But while he and his wife briefly considered moving back to Scotland or to a more art-friendly city in the U.S., they stayed because he had always been able to make a livable wage, and they saw potential.

 

“I saw a lot of opportunity in places like Deep Ellum,” he says. “There were all of these signs of new businesses coming back to the city.”

Now that the economy has rebounded, Hunter says he’s getting more commissions than ever, and many of them are outside the stereotypically “artsy” Dallas neighborhoods like Deep Ellum and downtown.

“When I set up, there were just a couple of small pockets around the city where [murals] were acceptable in public places,” he says. “Now everybody wants a mural inside their restaurant. I’m working places where I never would have expected to be, like in Uptown.”

He speculates that neighborhoods like Uptown, dotted with chic restaurants, high-rise apartments and boutiques, used to consider murals downscale. “I’ve definitely noticed a change in that,” he says.

 

But while there’s definitely more work, Hunter says not all of those opportunities are going to Dallas artists.

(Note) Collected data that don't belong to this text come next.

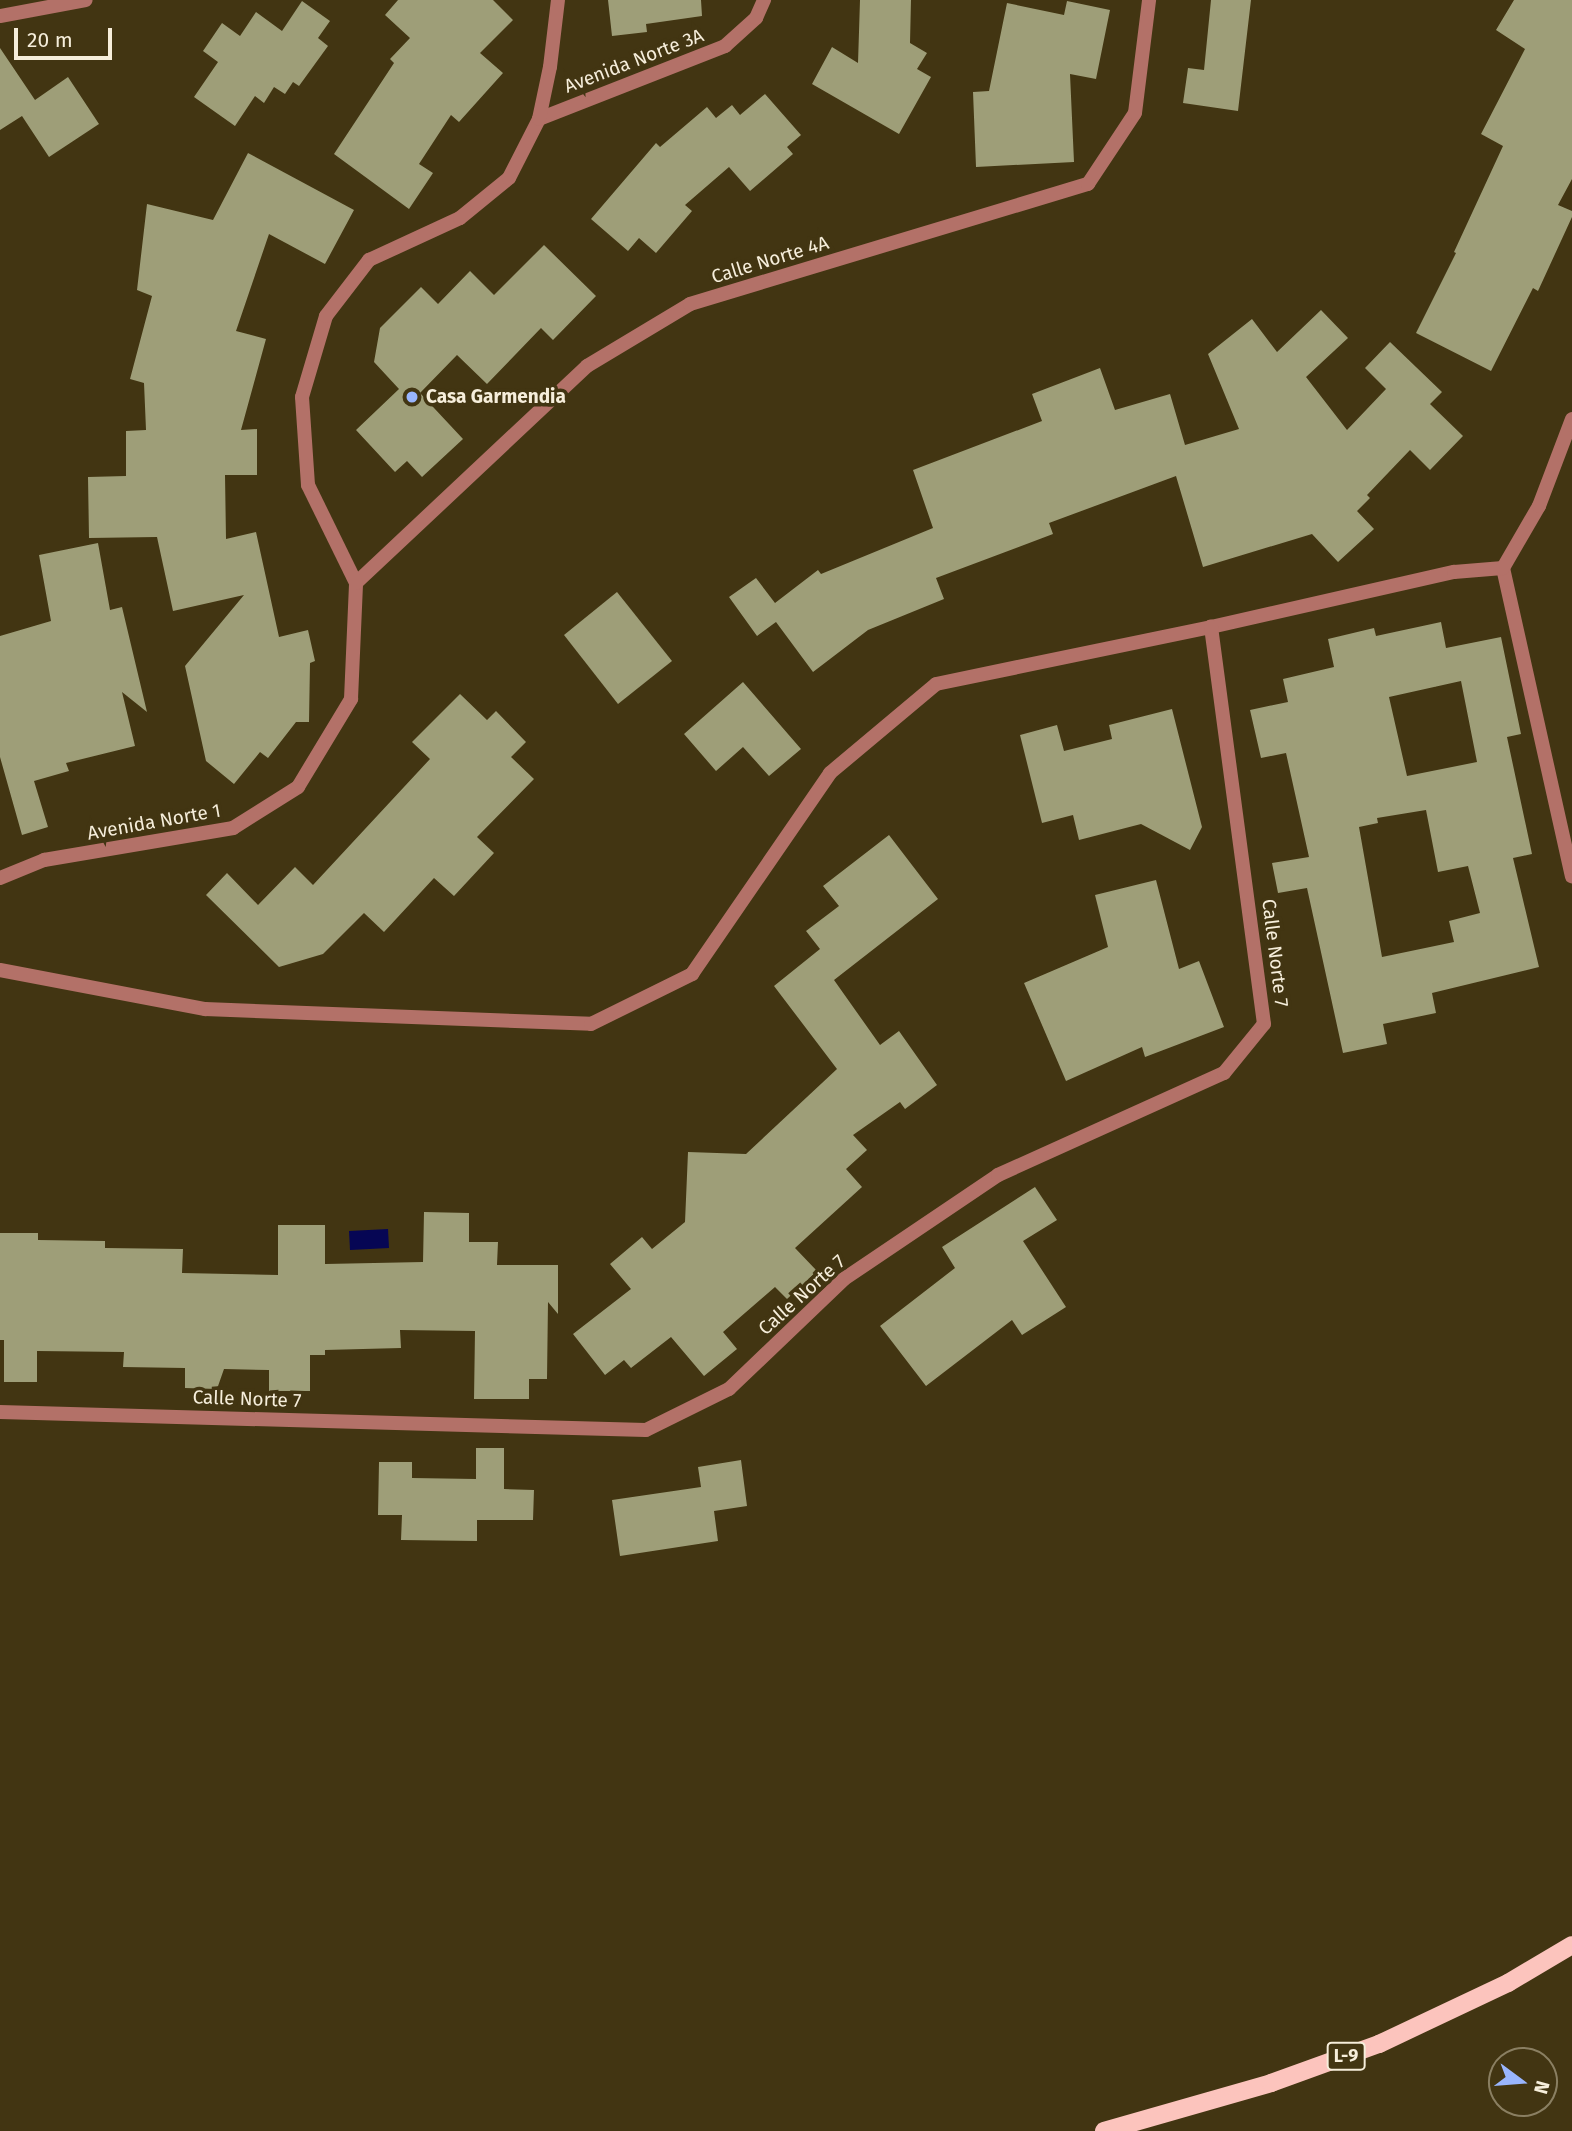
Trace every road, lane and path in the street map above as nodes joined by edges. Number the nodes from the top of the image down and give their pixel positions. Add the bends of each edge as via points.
1 (86, 0) edge
2 (558, 0) edge
3 (764, 0) edge
4 (1149, 0) edge
5 (0, 16) edge
6 (539, 119) junction
7 (1572, 419) edge
8 (1503, 568) junction
9 (356, 583) junction
10 (1211, 627) junction
11 (1572, 876) edge
12 (0, 878) edge
13 (0, 970) edge
14 (0, 1412) edge
15 (1572, 1945) edge
16 (1104, 2131) edge

1 - 5 street
2 - 6 street
3 - 6 street, Avenida Norte 3A via 756,18 725,46
4 - 9 street, Calle Norte 4A via 1135,113 1088,184 690,304 587,366
6 - 9 street via 509,178 460,218 369,260 326,316 302,397 308,485
7 - 8 street via 1539,506
8 - 10 street via 1454,572
8 - 11 street
9 - 12 street, Avenida Norte 1 via 351,699 298,788 233,828 44,860
10 - 13 street via 936,684 830,773 692,974 592,1024 205,1009
10 - 14 street, Calle Norte 7 via 1264,1024 1224,1073 998,1175 844,1279 729,1389 646,1430
15 - 16 main road, L-9 via 1508,1983 1379,2044 1270,2083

“There’s an enormous mural at the new apartments in Deep Ellum — it’s some 15-story, exterior mural — and he’s from Italy, I think. I noticed that there was an Englishman doing a new mural on Elm Street,” he says. “There are definitely more of these established artists that are traveling through the city.”

 

Jeffrey Schmidt, artistic director at TACA grantee Theatre Three, also has the impression that there are significantly more artists and artists organizations in Dallas than patrons.

On the positive side, Schmidt says when he’s casting productions he has more actors to choose from than ever. He uses an upcoming production of The Elephant Man, for which he wanted a tall supporting cast, as an example.

“Fifteen years ago, I could have done that, but I would have had to sacrifice talent,” he says. “When I cast [The Elephant Man], I was able to go, ‘OK, you’re a great actor, but you’re a great actor and really tall.’ There’s depth to our talent pool now that there wasn’t then.”

 

Since the Art Vibrancy Index didn’t exist 15 years ago, there’s no data to substantiate whether the number of artists per capita has increased since then.

 

Both Schmidt and Theatre Three Associate Artistic Director Christie Vela agree that the cost of living plays a huge role in attracting artists to Dallas. 

A big reason why Schmidt chose to pursue a theater career in Dallas is because of the wealth of broadcast work available, and he says that’s a major asset to actors who reside here.

 

Vela agrees. “Speaking as an artist, the most important factor I think for a person to be able to create their art is to be able to live first — to be able to pay your rent and have some food. What is that, Maslow’s hierarchy of needs?” Vela says. “You need those first before you can get to art. And I think as far as a city that’s affordable to live in, Dallas is great.” 

Schmidt says he constantly hears out-of-town artists remark how impressed and surprised they are by the quality and number of arts organizations in Dallas.

 

“It seems easier to find your group of people and stay in the town than move to New York, where on top of having all of this college debt, it’s so expensive to live,” she says, citing Kitchen Dog Theater, which was founded by SMU graduates, and Second Thought Theatre, which is a product of Baylor University.

 

Rather than the dwindling of artists and arts organizations, both Schmidt and Vela are concerned about the number of arts patrons in Dallas. Schmidt says the best way to create new theater patrons is through the survey-of-theater courses at local colleges and universities like SMU.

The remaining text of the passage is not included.